Have you ever noticed this? It's so true. We love "Life Is Beautiful," but what would you seriously think about, for example, a captive Marine in Iraq who takes over an insurgent loudspeaker just to play a song for his girlfriend captive in another part of the camp? Most people would berate him as stupid and irresponsible. Or what about the guy who repeatedly pursues his dreamgirl in a romantic comedy, even though she's not interested. (Well, first of all, her response is always quite unrealistic.) But as for the pursuit, we'd say--Dude, give up already!! And isn't it so much better to read missionary biographies about people who sold everything they had and moved to a remote jungle than to actually do it? And what if your kid wants to go to a Muslim country. O, my Lord, no! That's too dangerous! But the STORIES are great! We love to hear the stories, so long as we don't have to live them.

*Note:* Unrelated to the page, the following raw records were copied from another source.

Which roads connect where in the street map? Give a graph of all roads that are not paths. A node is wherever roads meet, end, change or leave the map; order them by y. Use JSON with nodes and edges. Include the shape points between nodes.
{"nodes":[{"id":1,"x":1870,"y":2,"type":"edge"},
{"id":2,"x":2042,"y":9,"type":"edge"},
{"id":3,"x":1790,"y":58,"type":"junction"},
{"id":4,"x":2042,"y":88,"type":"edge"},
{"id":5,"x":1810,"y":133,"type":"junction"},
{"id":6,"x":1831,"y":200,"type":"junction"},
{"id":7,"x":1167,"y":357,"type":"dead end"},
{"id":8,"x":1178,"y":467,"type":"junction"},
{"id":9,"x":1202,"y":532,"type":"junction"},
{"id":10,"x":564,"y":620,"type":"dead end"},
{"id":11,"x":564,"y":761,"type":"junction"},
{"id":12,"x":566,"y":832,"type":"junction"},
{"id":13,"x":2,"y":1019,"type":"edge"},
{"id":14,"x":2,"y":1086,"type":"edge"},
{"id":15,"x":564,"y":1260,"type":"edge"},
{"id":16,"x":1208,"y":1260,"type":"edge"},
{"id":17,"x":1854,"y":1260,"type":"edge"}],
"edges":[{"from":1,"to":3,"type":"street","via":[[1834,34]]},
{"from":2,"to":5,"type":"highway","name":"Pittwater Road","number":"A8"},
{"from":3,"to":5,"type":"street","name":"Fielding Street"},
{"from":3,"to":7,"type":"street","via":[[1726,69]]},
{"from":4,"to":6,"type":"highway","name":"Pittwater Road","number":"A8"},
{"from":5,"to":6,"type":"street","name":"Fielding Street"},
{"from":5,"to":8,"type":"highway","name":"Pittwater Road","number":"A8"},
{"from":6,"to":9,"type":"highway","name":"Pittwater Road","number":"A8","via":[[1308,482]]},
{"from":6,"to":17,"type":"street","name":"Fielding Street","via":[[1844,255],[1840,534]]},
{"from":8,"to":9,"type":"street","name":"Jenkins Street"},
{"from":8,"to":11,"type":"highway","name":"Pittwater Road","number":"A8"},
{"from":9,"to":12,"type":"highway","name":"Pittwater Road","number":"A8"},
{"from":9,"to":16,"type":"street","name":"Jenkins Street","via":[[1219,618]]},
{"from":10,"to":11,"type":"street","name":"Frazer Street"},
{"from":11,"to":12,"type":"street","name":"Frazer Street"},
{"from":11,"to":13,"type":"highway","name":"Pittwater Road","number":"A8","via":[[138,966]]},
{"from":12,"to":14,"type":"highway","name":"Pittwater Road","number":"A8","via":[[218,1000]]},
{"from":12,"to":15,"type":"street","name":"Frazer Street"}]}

The above passage by Slater focuses on our dissatisfactions with this modern life as expressed in the mass media. I was intrigued by the author's specific examples. Each one decidedly represents a Christian ideal. And by mentioning them in such a discussion, he reveals that these are each Biblical ideals that we have lost. Choosing God over mammon, the primacy of love, rejecting materialism, being faithful to your word, being humble, being kind, living for God's purposes, living for eternity, and pursuing true joy are just a few of the concepts which the author effectively declares have been rejected by Americans--even though we still know we ought to believe them.

The life we long for, in other words, is the normal Christian life. We long to live under God's commands. We long to obey His precepts, for we know they are good--but we don't.

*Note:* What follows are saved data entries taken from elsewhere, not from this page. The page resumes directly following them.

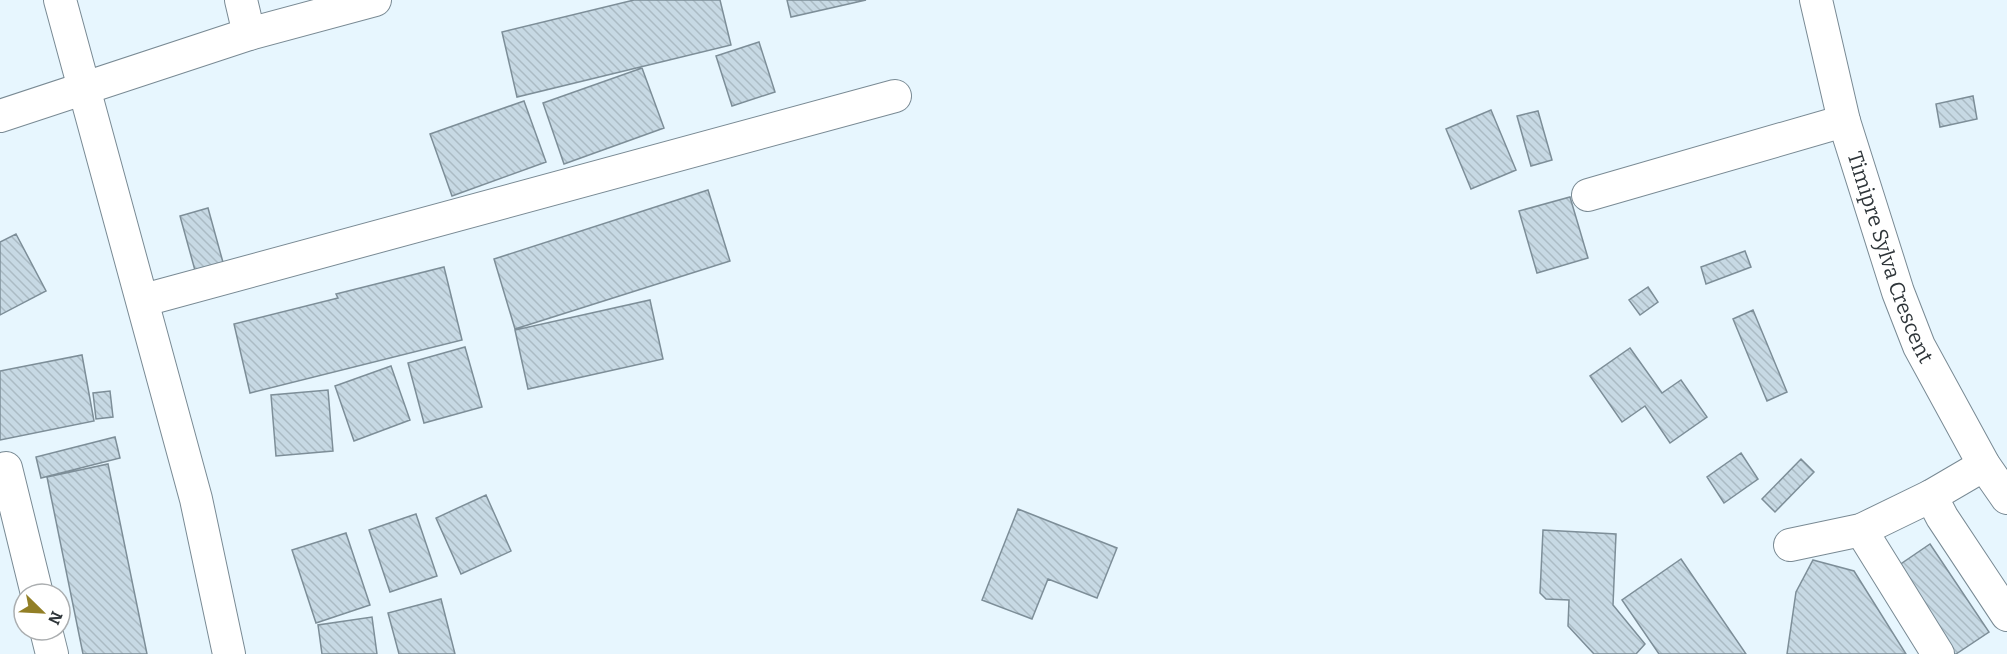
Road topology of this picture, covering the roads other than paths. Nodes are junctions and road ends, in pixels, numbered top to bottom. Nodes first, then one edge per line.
1 (60, 0) edge
2 (241, 0) edge
3 (375, 0) edge
4 (1816, 0) edge
5 (249, 34) junction
6 (85, 89) junction
7 (895, 96) dead end
8 (0, 116) edge
9 (1844, 121) junction
10 (1588, 195) dead end
11 (144, 300) junction
12 (1984, 465) junction
13 (6, 468) dead end
14 (1931, 496) junction
15 (2007, 498) edge
16 (1861, 530) junction
17 (1790, 546) dead end
18 (34, 582) edge
19 (2007, 615) edge
20 (228, 654) edge
21 (1938, 654) edge

1 - 6 street
2 - 5 street
3 - 5 street
4 - 9 street, Timipre Sylva Crescent
5 - 6 street
6 - 8 street
6 - 11 street
7 - 11 street
9 - 10 street
9 - 12 street, Timipre Sylva Crescent
11 - 20 street
12 - 14 street
12 - 15 street, Timipre Sylva Crescent
13 - 18 street
14 - 16 street
14 - 19 street
16 - 17 street
16 - 21 street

Admittedly, more Christians are discovering, developing, and trying to do something about the loneliness of our culture--to pursue Christian community purposefully. To live and love with transparency and partnership and sacrifice and hope. But this is a reaction to the extremes of loneliness to which we have sunk, and much of the mainstream church is still bothered by these new movements.

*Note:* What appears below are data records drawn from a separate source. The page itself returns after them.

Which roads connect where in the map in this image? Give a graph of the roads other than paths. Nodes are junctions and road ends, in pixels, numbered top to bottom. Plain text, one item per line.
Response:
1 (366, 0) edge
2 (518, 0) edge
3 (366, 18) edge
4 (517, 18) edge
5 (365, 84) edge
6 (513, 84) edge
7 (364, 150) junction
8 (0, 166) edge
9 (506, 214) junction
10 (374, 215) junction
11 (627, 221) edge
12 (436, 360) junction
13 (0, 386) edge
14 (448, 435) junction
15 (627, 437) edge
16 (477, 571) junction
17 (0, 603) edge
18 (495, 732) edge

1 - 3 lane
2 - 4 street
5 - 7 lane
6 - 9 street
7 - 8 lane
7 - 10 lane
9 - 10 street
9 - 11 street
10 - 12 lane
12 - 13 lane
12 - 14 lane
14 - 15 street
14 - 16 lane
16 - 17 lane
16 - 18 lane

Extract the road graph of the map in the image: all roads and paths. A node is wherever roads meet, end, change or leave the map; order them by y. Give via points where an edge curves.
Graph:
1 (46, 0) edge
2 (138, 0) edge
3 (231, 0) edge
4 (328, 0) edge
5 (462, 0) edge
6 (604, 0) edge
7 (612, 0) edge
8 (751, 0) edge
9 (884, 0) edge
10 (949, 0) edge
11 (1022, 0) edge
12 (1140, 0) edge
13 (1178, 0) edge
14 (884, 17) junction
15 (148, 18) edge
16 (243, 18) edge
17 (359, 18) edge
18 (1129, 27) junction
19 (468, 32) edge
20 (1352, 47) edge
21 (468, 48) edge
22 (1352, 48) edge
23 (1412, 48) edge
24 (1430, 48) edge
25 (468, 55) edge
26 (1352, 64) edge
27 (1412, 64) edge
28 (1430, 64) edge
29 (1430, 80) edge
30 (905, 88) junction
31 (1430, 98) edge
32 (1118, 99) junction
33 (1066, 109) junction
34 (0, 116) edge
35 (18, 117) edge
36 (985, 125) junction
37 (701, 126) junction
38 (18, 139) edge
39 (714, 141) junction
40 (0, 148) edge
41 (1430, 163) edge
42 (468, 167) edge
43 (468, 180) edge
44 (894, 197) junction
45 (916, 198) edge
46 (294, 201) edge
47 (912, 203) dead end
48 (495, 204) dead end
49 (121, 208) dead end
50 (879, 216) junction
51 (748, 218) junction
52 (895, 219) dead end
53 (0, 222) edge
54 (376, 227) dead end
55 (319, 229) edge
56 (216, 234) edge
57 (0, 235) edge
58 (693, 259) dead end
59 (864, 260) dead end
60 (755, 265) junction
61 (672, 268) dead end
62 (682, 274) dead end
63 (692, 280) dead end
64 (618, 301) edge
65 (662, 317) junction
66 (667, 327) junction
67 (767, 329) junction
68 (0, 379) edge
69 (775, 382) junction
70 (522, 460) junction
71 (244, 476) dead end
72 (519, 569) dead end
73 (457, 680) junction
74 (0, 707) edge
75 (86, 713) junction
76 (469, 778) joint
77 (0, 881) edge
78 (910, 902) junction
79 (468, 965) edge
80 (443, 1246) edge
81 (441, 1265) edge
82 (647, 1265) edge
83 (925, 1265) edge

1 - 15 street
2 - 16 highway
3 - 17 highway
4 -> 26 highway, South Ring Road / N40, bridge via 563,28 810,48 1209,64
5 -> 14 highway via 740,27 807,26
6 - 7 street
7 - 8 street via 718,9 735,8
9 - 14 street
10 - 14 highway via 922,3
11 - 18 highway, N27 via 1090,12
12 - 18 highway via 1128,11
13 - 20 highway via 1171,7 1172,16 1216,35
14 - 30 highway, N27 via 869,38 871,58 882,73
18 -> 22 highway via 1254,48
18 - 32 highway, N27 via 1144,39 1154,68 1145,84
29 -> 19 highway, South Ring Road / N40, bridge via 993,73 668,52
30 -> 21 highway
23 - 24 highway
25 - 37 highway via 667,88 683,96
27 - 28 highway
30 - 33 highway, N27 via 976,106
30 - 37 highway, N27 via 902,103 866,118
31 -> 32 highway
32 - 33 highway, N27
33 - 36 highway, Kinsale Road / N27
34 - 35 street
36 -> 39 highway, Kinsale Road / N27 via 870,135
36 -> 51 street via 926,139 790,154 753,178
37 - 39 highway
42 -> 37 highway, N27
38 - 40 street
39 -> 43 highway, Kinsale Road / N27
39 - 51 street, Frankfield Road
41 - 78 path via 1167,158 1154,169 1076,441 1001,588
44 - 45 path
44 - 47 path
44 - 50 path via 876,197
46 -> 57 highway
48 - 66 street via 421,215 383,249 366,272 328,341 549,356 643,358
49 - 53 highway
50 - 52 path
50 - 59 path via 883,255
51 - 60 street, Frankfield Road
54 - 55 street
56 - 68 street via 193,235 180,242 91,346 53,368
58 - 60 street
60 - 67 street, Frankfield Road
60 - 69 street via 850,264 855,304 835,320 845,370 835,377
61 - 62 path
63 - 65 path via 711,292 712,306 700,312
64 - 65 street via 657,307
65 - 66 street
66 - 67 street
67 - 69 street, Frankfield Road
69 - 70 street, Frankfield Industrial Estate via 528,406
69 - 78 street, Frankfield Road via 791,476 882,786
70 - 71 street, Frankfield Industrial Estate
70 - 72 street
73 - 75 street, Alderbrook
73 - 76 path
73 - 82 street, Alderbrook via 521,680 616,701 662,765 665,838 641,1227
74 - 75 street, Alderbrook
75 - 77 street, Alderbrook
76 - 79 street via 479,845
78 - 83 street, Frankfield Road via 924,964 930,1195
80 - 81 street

Or rather, these old movements. After all, what they seek is not some radical experiment, but a reactionary return to early Christian community as revealed in the Acts and the Epistles. It is part of the Church's continual renewal, which happens in century after century after the generation before goes astray. And the fact is, we did go astray, but praising these idealists doesn't change a thing if we are not willing to change ourselves.

Sunday, May 28, 2006

Sovereignty

Check out this article:
http://www.guardian.co.uk/comment/story/0,,1775561,00.html

It's about our government's reaction to the Bolivian takeover of its nation's gas and oil fields. You may not realize this, but there are many poor nations that are rich in natural resources. Sometimes this is due to a corrupt government, as in present-day Chad and Algeria '62-'92. But unfortunately, when these nations opt for privitization, capitalism does NOT work magic to release the nation from poverty. It can't, so long as the private companies that take over are owned by foreigners who care not about the people of the resource-rich nation. For example, Exxon, Chevron, and Halliburton (to name a few, but not to single them out) are American companies. When they do well (ie, they make big profits by exploiting foreign workers and plundering their resources without just compensation) our stockmarket does well. Every American, whether they realize it or not, has a vested interest in the stock market doing well. If it were to fail (as older generations still remember) it would bring devastation to nearly every household. Importantly, almost every White House cabinet person, and every CIA director in history has had extremely close ties to Wall Street. The truth is, what happens there is MUCH more important to our government than freedom, justice, democracy, or any of that banter.
Back to what I was saying... When these companies take over oil drilling in poor nations, those nations have no clout to resist or limit or to demand more of the profit be directed to the nation's benefit.

In Bolivia, the government takeover follows a campaign promise that the people of Bolivia strongly supported. In their democratic elections, they chose the man who said he would do this. In fact, as the above article points out, "the privatisation of Bolivia's gas and oil in the 1990s was almost certainly illegal, as it took place without the consent of congress." But Rice and Blair berate the Bolivian president, as do newspapers owned by wealthy American corporations.

Now, Venezuelan President Hugo Chavez (never a man to mince words) accuses Washington of trying to buy off soldiers in Bolivia, to encourage a military coup.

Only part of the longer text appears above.